Troops and police took relatively low-key security measures before the Friday of Martyrs processions that were to have begun from 28 mosques in the capital after weekly prayers.
But midday prayers were cancelled at some mosques and there were few signs of major demonstrations unfolding in Cairo.
Egypt has endured the bloodiest civil unrest in its modern history since August 14, when police destroyed protest camps set up by Mr Mursi's supporters in Cairo to demand his reinstatement.
The violence has alarmed Egypt's Western allies but US President Barack Obama acknowledged that even a decision to cut off US aid to Cairo might not influence its military rulers. He said the US was re-evaluating its ties with Egypt, adding: "There's no doubt we can't return to business as usual, given what's happened."
The US has nurtured an alliance with Egypt since it signed a peace treaty with Israel in 1979.
Military cooperation includes privileged US access to the Suez Canal.

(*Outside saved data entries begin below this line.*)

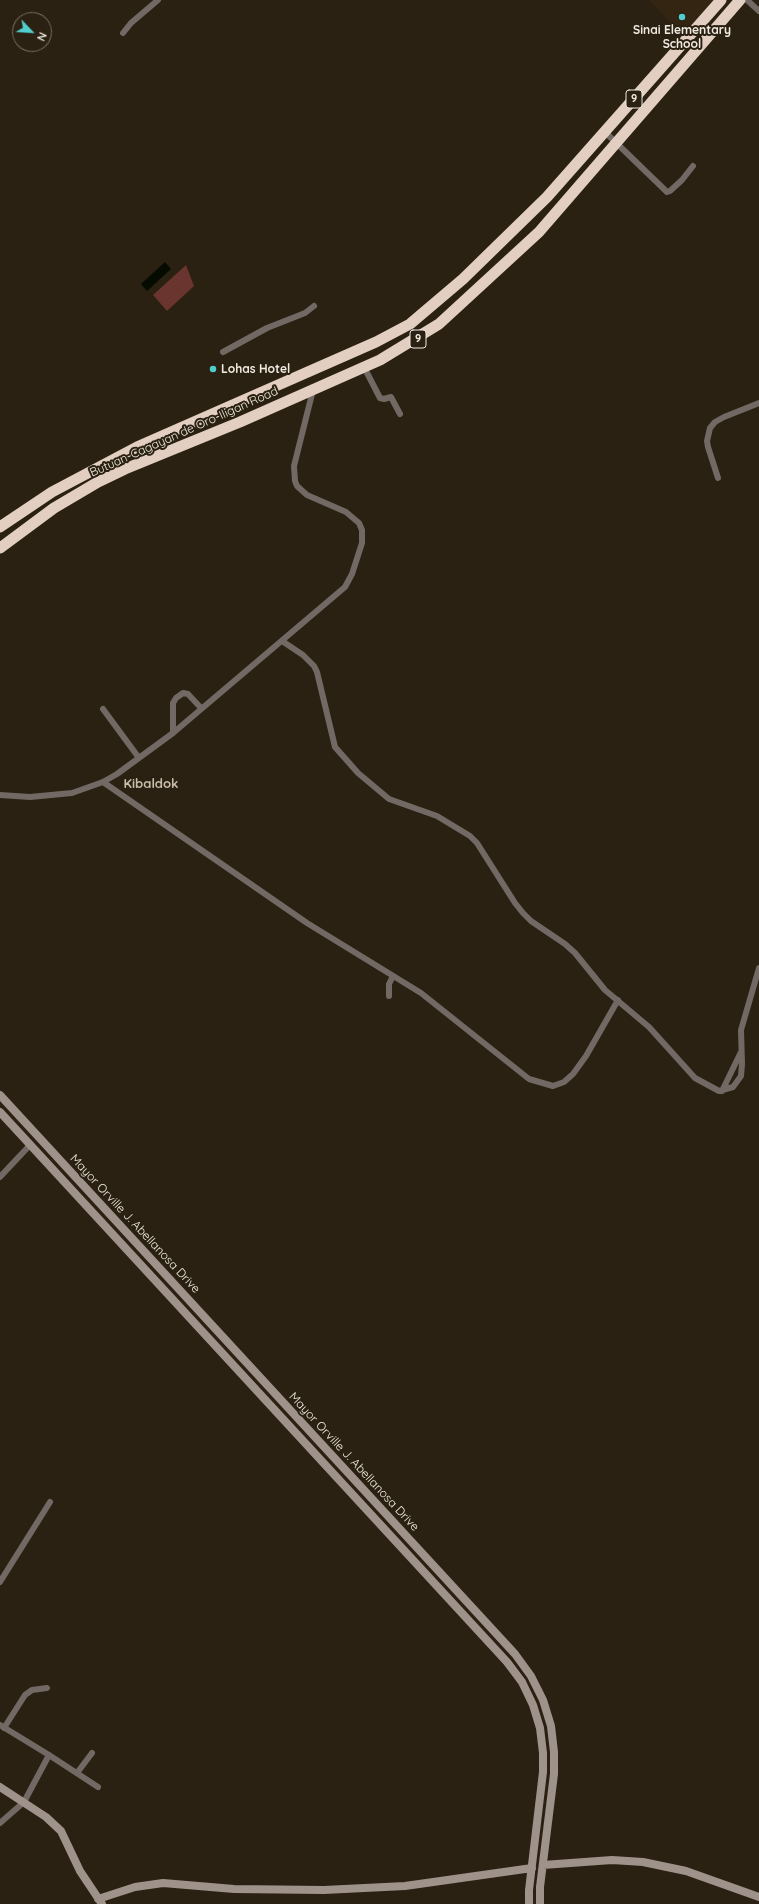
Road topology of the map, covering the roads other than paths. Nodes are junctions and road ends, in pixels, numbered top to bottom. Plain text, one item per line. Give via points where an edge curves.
1 (158, 0) edge
2 (721, 0) edge
3 (740, 0) edge
4 (747, 0) edge
5 (759, 11) edge
6 (123, 33) dead end
7 (605, 132) junction
8 (617, 144) junction
9 (693, 166) dead end
10 (314, 306) dead end
11 (410, 324) junction
12 (422, 337) junction
13 (223, 352) dead end
14 (364, 367) junction
15 (314, 388) junction
16 (759, 404) edge
17 (400, 414) dead end
18 (718, 478) dead end
19 (0, 527) edge
20 (0, 548) edge
21 (282, 641) junction
22 (201, 708) junction
23 (103, 709) dead end
24 (173, 733) junction
25 (140, 758) junction
26 (103, 782) junction
27 (0, 795) edge
28 (759, 968) edge
29 (393, 976) junction
30 (389, 996) dead end
31 (618, 1000) junction
32 (741, 1052) junction
33 (722, 1091) junction
34 (0, 1096) edge
35 (0, 1112) edge
36 (30, 1145) junction
37 (0, 1177) edge
38 (50, 1502) dead end
39 (0, 1582) edge
40 (47, 1688) dead end
41 (2, 1726) edge
42 (554, 1752) junction
43 (92, 1753) dead end
44 (543, 1753) junction
45 (49, 1754) junction
46 (77, 1773) junction
47 (0, 1787) edge
48 (98, 1787) dead end
49 (24, 1802) junction
50 (0, 1823) edge
51 (543, 1865) junction
52 (532, 1868) junction
53 (759, 1897) edge
54 (100, 1902) edge
55 (529, 1904) edge
56 (540, 1904) edge

1 - 6 street
2 - 7 highway, Butuan-Cagayan de Oro-Iligan Road / 9
3 - 8 highway, Butuan-Cagayan de Oro-Iligan Road / 9
4 - 5 street
7 - 8 street
7 - 11 highway, Butuan-Cagayan de Oro-Iligan Road / 9 via 517,228
8 - 9 street via 667,192 682,180
8 - 12 highway, Butuan-Cagayan de Oro-Iligan Road / 9 via 530,242
10 - 13 street via 305,313 267,328
11 - 12 highway
11 - 19 highway, Butuan-Cagayan de Oro-Iligan Road / 9 via 376,342 136,447 52,492
12 - 14 highway, Butuan-Cagayan de Oro-Iligan Road / 9
14 - 15 highway, Butuan-Cagayan de Oro-Iligan Road / 9
14 - 17 street via 380,398 391,397
15 - 20 highway, Butuan-Cagayan de Oro-Iligan Road / 9 via 98,482 42,516
15 - 21 street via 294,466 297,486 306,495 340,509 354,518 362,530 362,543 345,587
16 - 18 street via 724,417 710,428 707,441
21 - 22 street
21 - 31 street via 314,666 335,747 358,773 389,799 437,816 470,836 523,913 570,947 605,990
22 - 24 street
22 - 24 street via 188,694 176,698 172,703
23 - 25 street
24 - 25 street
25 - 26 street
26 - 27 street via 72,793 51,796
26 - 29 street via 307,923
28 - 32 street via 741,1030
29 - 30 street via 389,984
29 - 31 street via 437,1005 522,1075 553,1086 564,1082 573,1074
31 - 33 street via 649,1027 694,1078
32 - 33 street
32 - 33 street via 742,1069 738,1081 733,1087
34 - 42 main road, Mayor Orville J. Abellanosa Drive via 515,1654 531,1676 543,1700 551,1726
35 - 36 main road, Mayor Orville J. Abellanosa Drive
36 - 37 street
36 - 44 main road, Mayor Orville J. Abellanosa Drive via 507,1662 522,1682 533,1705 540,1728
38 - 39 street
40 - 41 street via 32,1690 25,1695
41 - 45 street
42 - 44 main road
42 - 51 main road, Mayor Orville J. Abellanosa Drive via 554,1774
43 - 46 street
44 - 52 main road, Mayor Orville J. Abellanosa Drive
45 - 46 street
45 - 49 street
46 - 48 street
47 - 49 main road
49 - 50 street
49 - 54 main road via 62,1831 80,1871
51 - 53 main road via 612,1860 643,1862 686,1871
51 - 56 main road, Mayor Orville J. Abellanosa Drive
52 - 54 main road via 405,1886 324,1890 234,1889 163,1883 135,1887
52 - 55 main road, Mayor Orville J. Abellanosa Drive

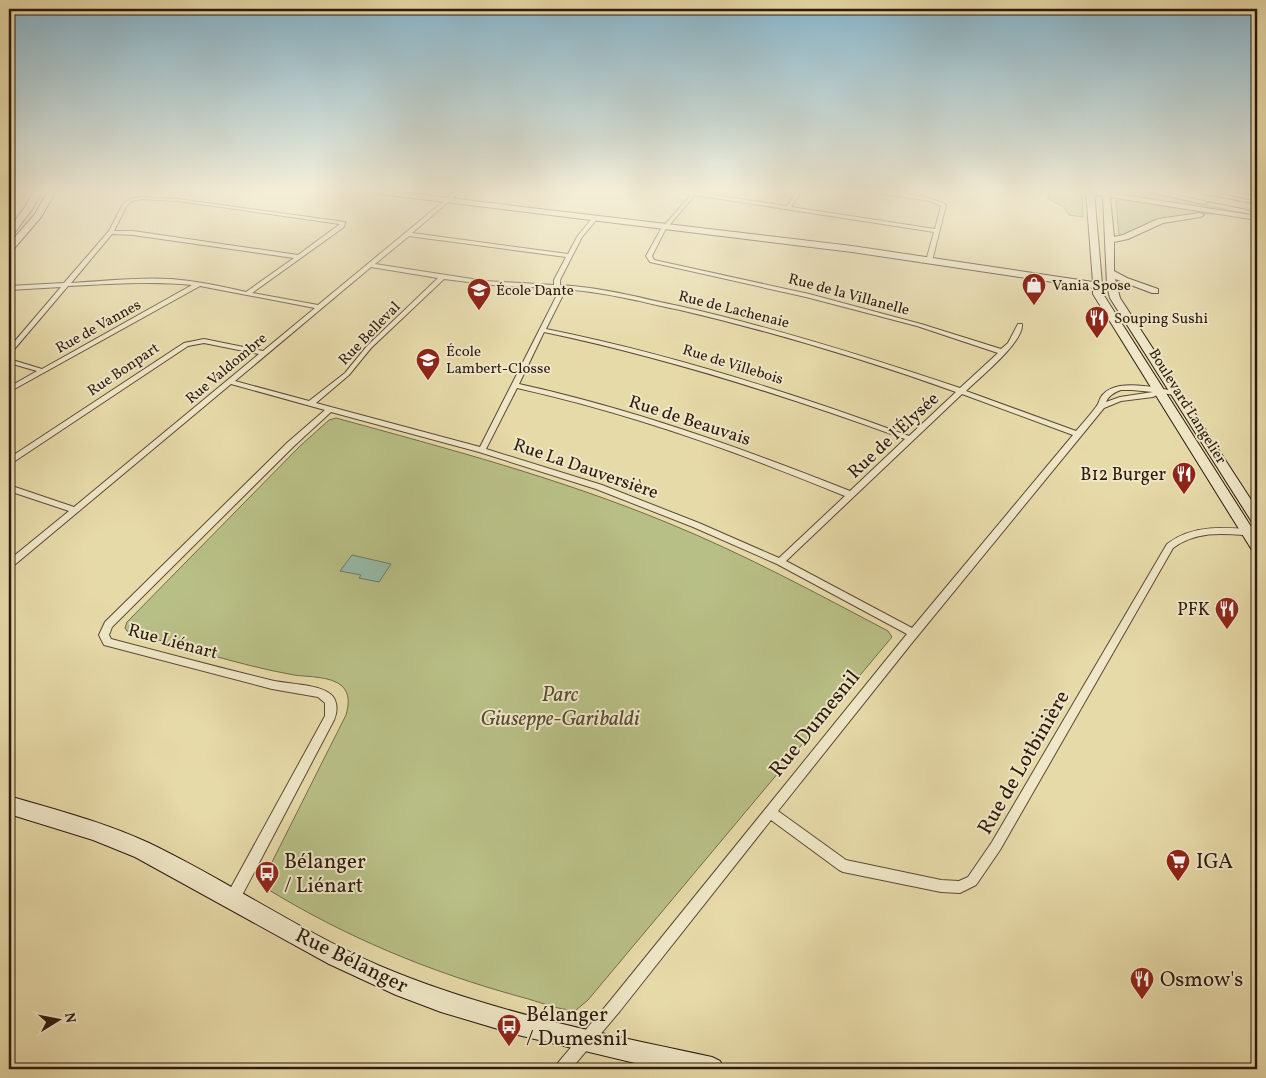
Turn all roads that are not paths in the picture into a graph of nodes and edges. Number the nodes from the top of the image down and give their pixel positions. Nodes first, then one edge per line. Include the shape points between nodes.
1 (103, 241) edge
2 (191, 241) edge
3 (321, 241) edge
4 (399, 241) edge
5 (462, 241) edge
6 (578, 241) edge
7 (654, 241) edge
8 (789, 241) edge
9 (935, 241) edge
10 (1094, 241) edge
11 (1110, 241) edge
12 (570, 256) junction
13 (300, 257) junction
14 (929, 261) junction
15 (370, 265) junction
16 (1110, 272) junction
17 (443, 276) junction
18 (199, 284) junction
19 (66, 285) junction
20 (558, 286) junction
21 (9, 288) edge
22 (1097, 288) junction
23 (1113, 291) junction
24 (1155, 291) dead end
25 (247, 294) junction
26 (320, 307) junction
27 (1020, 325) dead end
28 (542, 330) junction
29 (9, 352) edge
30 (1003, 352) junction
31 (264, 353) junction
32 (9, 362) edge
33 (43, 371) junction
34 (230, 382) junction
35 (515, 385) junction
36 (9, 390) edge
37 (962, 390) junction
38 (1160, 391) junction
39 (1175, 392) junction
40 (310, 404) junction
41 (330, 409) junction
42 (1078, 434) junction
43 (911, 439) junction
44 (482, 450) junction
45 (9, 461) edge
46 (9, 488) edge
47 (850, 495) junction
48 (75, 510) junction
49 (1257, 519) edge
50 (1253, 533) edge
51 (1257, 547) edge
52 (780, 562) junction
53 (9, 565) edge
54 (914, 633) junction
55 (9, 805) edge
56 (770, 812) junction
57 (233, 898) junction
58 (586, 1041) junction
59 (562, 1069) edge
60 (712, 1069) edge

1 - 19 street
2 - 13 street
3 - 13 street
4 - 15 street, Rue Valdombre
5 - 12 street
6 - 12 street
7 - 30 street, Rue de la Villanelle via 649,256 655,262 807,295
8 - 14 main road
9 - 14 street
10 - 22 main road, Boulevard Langelier
11 - 16 main road, Boulevard Langelier
12 - 20 street
13 - 25 street
14 - 22 main road
15 - 17 street, Rue de Lachenaie
15 - 26 street, Rue Valdombre
16 - 23 main road, Boulevard Langelier
16 - 24 main road
17 - 20 street, Rue de Lachenaie via 502,284
17 - 40 street, Rue Belleval via 369,347 347,374
18 - 19 street via 155,281
18 - 25 street
18 - 33 street, Rue de Vannes
19 - 21 street
19 - 29 street
20 - 28 street via 562,293
20 - 37 street, Rue de Lachenaie via 647,301 754,326
22 - 23 main road
22 - 38 main road, Boulevard Langelier
23 - 39 main road, Boulevard Langelier via 1124,316
25 - 26 street
26 - 31 street, Rue Valdombre
27 - 30 street, Rue de l'Élysée via 1014,340
28 - 35 street
28 - 43 street, Rue de Villebois via 704,369 786,394
30 - 37 street, Rue de l'Élysée
31 - 34 street, Rue Valdombre
31 - 45 street, Rue Bonpart via 204,342 186,344
32 - 33 street
33 - 36 street, Rue de Vannes
34 - 40 street, Rue La Dauversière
34 - 48 street, Rue Valdombre
35 - 44 street
35 - 47 street, Rue de Beauvais via 692,435
37 - 42 street, Rue de Lachenaie
37 - 43 street, Rue de l'Élysée
38 - 39 street, Rue Dumesnil
38 - 42 street, Rue Dumesnil via 1101,406
38 - 50 main road, Boulevard Langelier
39 - 49 main road, Boulevard Langelier
40 - 41 street, Rue La Dauversière
41 - 44 street, Rue La Dauversière
41 - 57 street, Rue Liénart via 108,625 104,634 108,642 272,685 320,693 331,701 330,717
42 - 54 street, Rue Dumesnil
43 - 47 street, Rue de l'Élysée
44 - 52 street, Rue La Dauversière via 636,501
46 - 48 street
47 - 52 street, Rue de l'Élysée
48 - 53 street, Rue Valdombre
50 - 51 main road, Boulevard Langelier
50 - 56 street, Rue de Lotbinière via 1196,532 1185,535 1170,546 996,846 967,884 941,886 843,866
52 - 54 street, Rue La Dauversière
54 - 56 street, Rue Dumesnil
55 - 57 main road, Rue Bélanger via 116,838
56 - 58 street, Rue Dumesnil
57 - 58 main road, Rue Bélanger via 308,942 404,987 540,1030
58 - 59 street, Rue Dumesnil
58 - 60 main road, Rue Bélanger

The Brotherhood, hounded by Egypt's new army-backed rulers, had called for demonstrations across the country against the crackdown, testing the resilience of its battered support base.
Security forces kept a watchful eye but did not flood the streets, even near Cairo's central Fateh mosque where gun battles killed scores of people last Friday and Saturday.
Hosni Mubarak, the ex-military former president toppled in 2011, was freed from jail on Thursday in a symbolic victory for the army, while Mr Mursi remains behind bars.